Exploiting hierarchy in parallel computer networks to optimize collective operation performance

2000 
The efficient implementation of collective communication operations has received much attention. Initial efforts modeled network communication and produced "optimal" trees based on those models. However, the models used by these initial efforts assumed equal point-to-point latencies between any two processes. This assumption is violated in heterogeneous systems such as clusters of SMPs and wide-area "computational grids", and as a result, collective operations that utilize the trees generated by these models perform suboptimally. In response, more recent work has focused on creating topology-aware trees for collective operations that minimize communication across slower channels (e.g., a wide-area network). While these efforts have significant communication benefits, they all limit their view of the network to only two layers. We present a strategy based upon a multilayer view of the network. By creating multilevel topology trees we take advantage of communication cost differences at every level in the network.
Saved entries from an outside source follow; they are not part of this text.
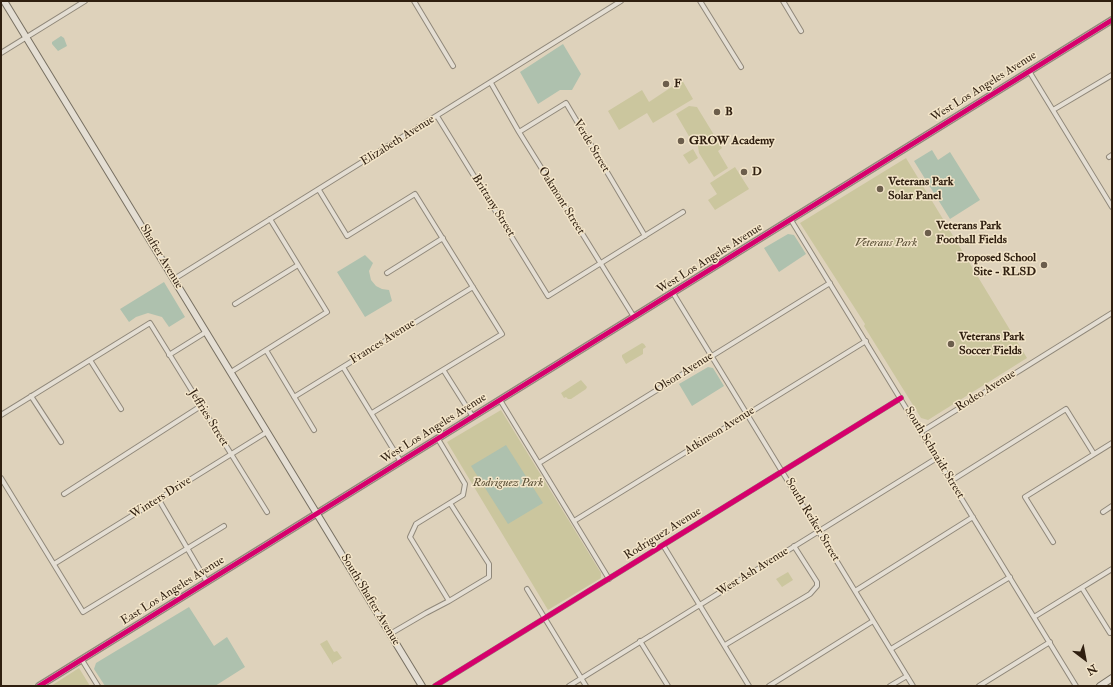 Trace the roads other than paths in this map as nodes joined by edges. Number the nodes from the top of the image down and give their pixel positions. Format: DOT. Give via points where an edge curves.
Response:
graph roads {
  1 [pos="4,1"];
  2 [pos="85,1"];
  3 [pos="414,1"];
  4 [pos="621,1"];
  5 [pos="700,1"];
  6 [pos="783,1"];
  7 [pos="1112,20"];
  8 [pos="801,31"];
  9 [pos="26,37"];
  10 [pos="1,53"];
  11 [pos="453,66"];
  12 [pos="741,67"];
  13 [pos="1029,71"];
  14 [pos="1112,75"];
  15 [pos="491,83"];
  16 [pos="1053,110"];
  17 [pos="437,116"];
  18 [pos="519,132"];
  19 [pos="318,190"];
  20 [pos="1112,207"];
  21 [pos="683,212"];
  22 [pos="270,219"];
  23 [pos="791,220"];
  24 [pos="645,236"];
  25 [pos="443,238"];
  26 [pos="600,264"];
  27 [pos="298,265"];
  28 [pos="387,273"];
  29 [pos="174,279"];
  30 [pos="830,284"];
  31 [pos="473,287"];
  32 [pos="673,293"];
  33 [pos="235,304"];
  34 [pos="1112,313"];
  35 [pos="634,317"];
  36 [pos="206,332"];
  37 [pos="866,341"];
  38 [pos="266,350"];
  39 [pos="170,355"];
  40 [pos="711,356"];
  41 [pos="90,360"];
  42 [pos="343,366"];
  43 [pos="444,371"];
  44 [pos="231,372"];
  45 [pos="31,396"];
  46 [pos="294,397"];
  47 [pos="901,398"];
  48 [pos="500,400"];
  49 [pos="201,406"];
  50 [pos="121,409"];
  51 [pos="372,413"];
  52 [pos="747,414"];
  53 [pos="1,415"];
  54 [pos="472,417"];
  55 [pos="314,430"];
  56 [pos="267,432"];
  57 [pos="921,432"];
  58 [pos="438,439"];
  59 [pos="61,442"];
  60 [pos="1112,443"];
  61 [pos="231,454"];
  62 [pos="1094,454"];
  63 [pos="937,458"];
  64 [pos="401,462"];
  65 [pos="539,463"];
  66 [pos="782,472"];
  67 [pos="1,478"];
  68 [pos="951,481"];
  69 [pos="64,494"];
  70 [pos="159,500"];
  71 [pos="450,503"];
  72 [pos="1112,506"];
  73 [pos="267,512"];
  74 [pos="1103,512"];
  75 [pos="317,514"];
  76 [pos="973,517"];
  77 [pos="574,521"];
  78 [pos="224,526"];
  79 [pos="818,531"];
  80 [pos="1053,542"];
  81 [pos="663,545"];
  82 [pos="794,546"];
  83 [pos="188,549"];
  84 [pos="54,564"];
  85 [pos="1112,569"];
  86 [pos="1010,577"];
  87 [pos="610,579"];
  88 [pos="207,582"];
  89 [pos="1082,588"];
  90 [pos="527,589"];
  91 [pos="855,591"];
  92 [pos="449,601"];
  93 [pos="700,605"];
  94 [pos="1034,617"];
  95 [pos="545,619"];
  96 [pos="873,621"];
  97 [pos="1111,633"];
  98 [pos="390,634"];
  99 [pos="640,642"];
  100 [pos="1050,642"];
  101 [pos="724,645"];
  102 [pos="891,649"];
  103 [pos="82,660"];
  104 [pos="906,676"];
  105 [pos="581,678"];
  106 [pos="1112,678"];
  107 [pos="39,686"];
  108 [pos="98,686"];
  109 [pos="422,686"];
  110 [pos="435,686"];
  111 [pos="569,686"];
  112 [pos="586,686"];
  113 [pos="668,686"];
  114 [pos="749,686"];
  115 [pos="769,686"];
  116 [pos="890,686"];
  117 [pos="913,686"];
  118 [pos="979,686"];
  119 [pos="1076,686"];
  120 [pos="1100,686"];
  1 -- 9 [label="main road, Shafter Avenue"];
  2 -- 9 [label="street"];
  3 -- 11 [label="street"];
  4 -- 15 [label="street, Elizabeth Avenue"];
  5 -- 12 [label="street"];
  6 -- 8 [label="street"];
  7 -- 13 [label="street, West Los Angeles Avenue"];
  9 -- 10 [label="street"];
  9 -- 29 [label="main road, Shafter Avenue"];
  13 -- 16 [label="street"];
  13 -- 23 [label="street, West Los Angeles Avenue"];
  14 -- 16 [label="street"];
  15 -- 17 [label="street, Elizabeth Avenue"];
  15 -- 18 [label="street, Oakmont Street"];
  16 -- 20 [label="street"];
  17 -- 19 [label="street, Elizabeth Avenue"];
  17 -- 26 [label="street, Brittany Street" via="548,296"];
  18 -- 24 [label="street, Verde Street" via="566,103"];
  18 -- 26 [label="street, Oakmont Street"];
  19 -- 22 [label="street, Elizabeth Avenue"];
  19 -- 25 [label="street" via="347,236 415,194"];
  21 -- 24 [label="street"];
  22 -- 27 [label="street"];
  22 -- 29 [label="street, Elizabeth Avenue"];
  23 -- 30 [label="street, South Schnaidt Street"];
  23 -- 32 [label="street, West Los Angeles Avenue"];
  24 -- 26 [label="street"];
  25 -- 28 [label="street"];
  25 -- 31 [label="street"];
  26 -- 35 [label="street, Oakmont Street"];
  27 -- 33 [label="street"];
  27 -- 38 [label="street" via="327,312"];
  29 -- 36 [label="main road, Shafter Avenue"];
  30 -- 37 [label="street, South Schnaidt Street"];
  30 -- 40 [label="street, Olson Avenue"];
  31 -- 42 [label="street, Frances Avenue"];
  31 -- 43 [label="street" via="502,334"];
  32 -- 35 [label="street, West Los Angeles Avenue"];
  32 -- 40 [label="street, South Reiker Street"];
  34 -- 57 [label="street, Rodeo Avenue"];
  35 -- 48 [label="street, West Los Angeles Avenue"];
  36 -- 39 [label="street"];
  36 -- 44 [label="main road, Shafter Avenue"];
  37 -- 47 [label="street, South Schnaidt Street"];
  37 -- 52 [label="street, Atkinson Avenue"];
  38 -- 44 [label="street"];
  38 -- 46 [label="street"];
  39 -- 41 [label="street, Jeffries Street" via="150,323"];
  39 -- 49 [label="street, Jeffries Street"];
  40 -- 52 [label="street, South Reiker Street"];
  40 -- 65 [label="street, Olson Avenue"];
  41 -- 45 [label="street"];
  41 -- 50 [label="street"];
  42 -- 46 [label="street, Frances Avenue"];
  42 -- 51 [label="street"];
  43 -- 51 [label="street"];
  43 -- 54 [label="street"];
  44 -- 56 [label="main road, Shafter Avenue"];
  45 -- 53 [label="street"];
  45 -- 59 [label="street"];
  46 -- 55 [label="street"];
  47 -- 57 [label="street, South Schnaidt Street"];
  47 -- 66 [label="street, Rodriguez Avenue"];
  48 -- 54 [label="street, West Los Angeles Avenue"];
  48 -- 65 [label="street"];
  49 -- 61 [label="street, Jeffries Street"];
  49 -- 69 [label="street"];
  51 -- 64 [label="street"];
  52 -- 66 [label="street, South Reiker Street"];
  52 -- 77 [label="street, Atkinson Avenue"];
  54 -- 58 [label="street, West Los Angeles Avenue"];
  56 -- 61 [label="street, Winters Drive"];
  56 -- 75 [label="main road, Shafter Avenue"];
  57 -- 63 [label="street, South Schnaidt Street"];
  58 -- 64 [label="street, West Los Angeles Avenue"];
  58 -- 71 [label="street" via="466,484 463,495"];
  60 -- 62 [label="street"];
  61 -- 70 [label="street, Winters Drive"];
  61 -- 73 [label="street, Jeffries Street"];
  62 -- 68 [label="street" via="1066,409"];
  62 -- 80 [label="street" via="1025,497"];
  63 -- 68 [label="street, South Schnaidt Street"];
  63 -- 79 [label="street, West Ash Avenue"];
  64 -- 75 [label="street, West Los Angeles Avenue"];
  65 -- 77 [label="street"];
  66 -- 79 [label="street, South Reiker Street"];
  66 -- 81 [label="street, Rodriguez Avenue"];
  67 -- 84 [label="street"];
  68 -- 76 [label="street, South Schnaidt Street"];
  70 -- 83 [label="street"];
  70 -- 84 [label="street, Winters Drive"];
  71 -- 92 [label="street" via="416,524 410,536"];
  71 -- 92 [label="street" via="489,564 489,576"];
  72 -- 74 [label="street"];
  75 -- 88 [label="street, East Los Angeles Avenue"];
  75 -- 98 [label="main road, South Shafter Avenue"];
  76 -- 86 [label="street, South Schnaidt Street"];
  76 -- 91 [label="street"];
  77 -- 87 [label="street"];
  78 -- 83 [label="street"];
  79 -- 82 [label="street, West Ash Avenue"];
  79 -- 91 [label="street, South Reiker Street"];
  81 -- 87 [label="street, Rodriguez Avenue"];
  81 -- 93 [label="street"];
  82 -- 93 [label="street, West Ash Avenue"];
  82 -- 101 [label="street" via="817,586 810,594"];
  83 -- 84 [label="street" via="83,612"];
  83 -- 88 [label="street"];
  85 -- 89 [label="street"];
  86 -- 94 [label="street, South Schnaidt Street"];
  86 -- 102 [label="street"];
  87 -- 95 [label="street, Rodriguez Avenue"];
  88 -- 103 [label="street, East Los Angeles Avenue"];
  89 -- 94 [label="street"];
  89 -- 97 [label="street"];
  90 -- 95 [label="street"];
  91 -- 96 [label="street, South Reiker Street"];
  92 -- 98 [label="street"];
  93 -- 99 [label="street, West Ash Avenue"];
  93 -- 101 [label="street"];
  94 -- 100 [label="street, South Schnaidt Street"];
  95 -- 105 [label="street"];
  95 -- 110 [label="street, Rodriguez Avenue"];
  96 -- 102 [label="street, South Reiker Street"];
  96 -- 115 [label="street"];
  98 -- 109 [label="main road, South Shafter Avenue"];
  99 -- 105 [label="street, West Ash Avenue"];
  99 -- 113 [label="street"];
  100 -- 118 [label="street"];
  100 -- 119 [label="street, South Schnaidt Street"];
  101 -- 114 [label="street"];
  102 -- 104 [label="street, South Reiker Street"];
  103 -- 107 [label="street, East Los Angeles Avenue"];
  103 -- 108 [label="street"];
  104 -- 116 [label="street"];
  104 -- 117 [label="street, South Reiker Street"];
  105 -- 111 [label="street, West Ash Avenue"];
  105 -- 112 [label="street"];
  106 -- 120 [label="main road"];
}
We used this strategy to implement topology-aware versions of several MPI collective operations in MPICH-G, the Globus-enabled version of the popular MPICH implementation of the MPI standard. Using information about topology discovered by Globus, we construct these topology-aware trees automatically during execution, thus freeing the MPI application programmer from having to write special files or functions to describe the topology to the MPICH library. We present results demonstrating the advantages of our multilevel approach by comparing it to the default (topology-unaware) implementation provided by MPICH and a topology-aware two-layer implementation.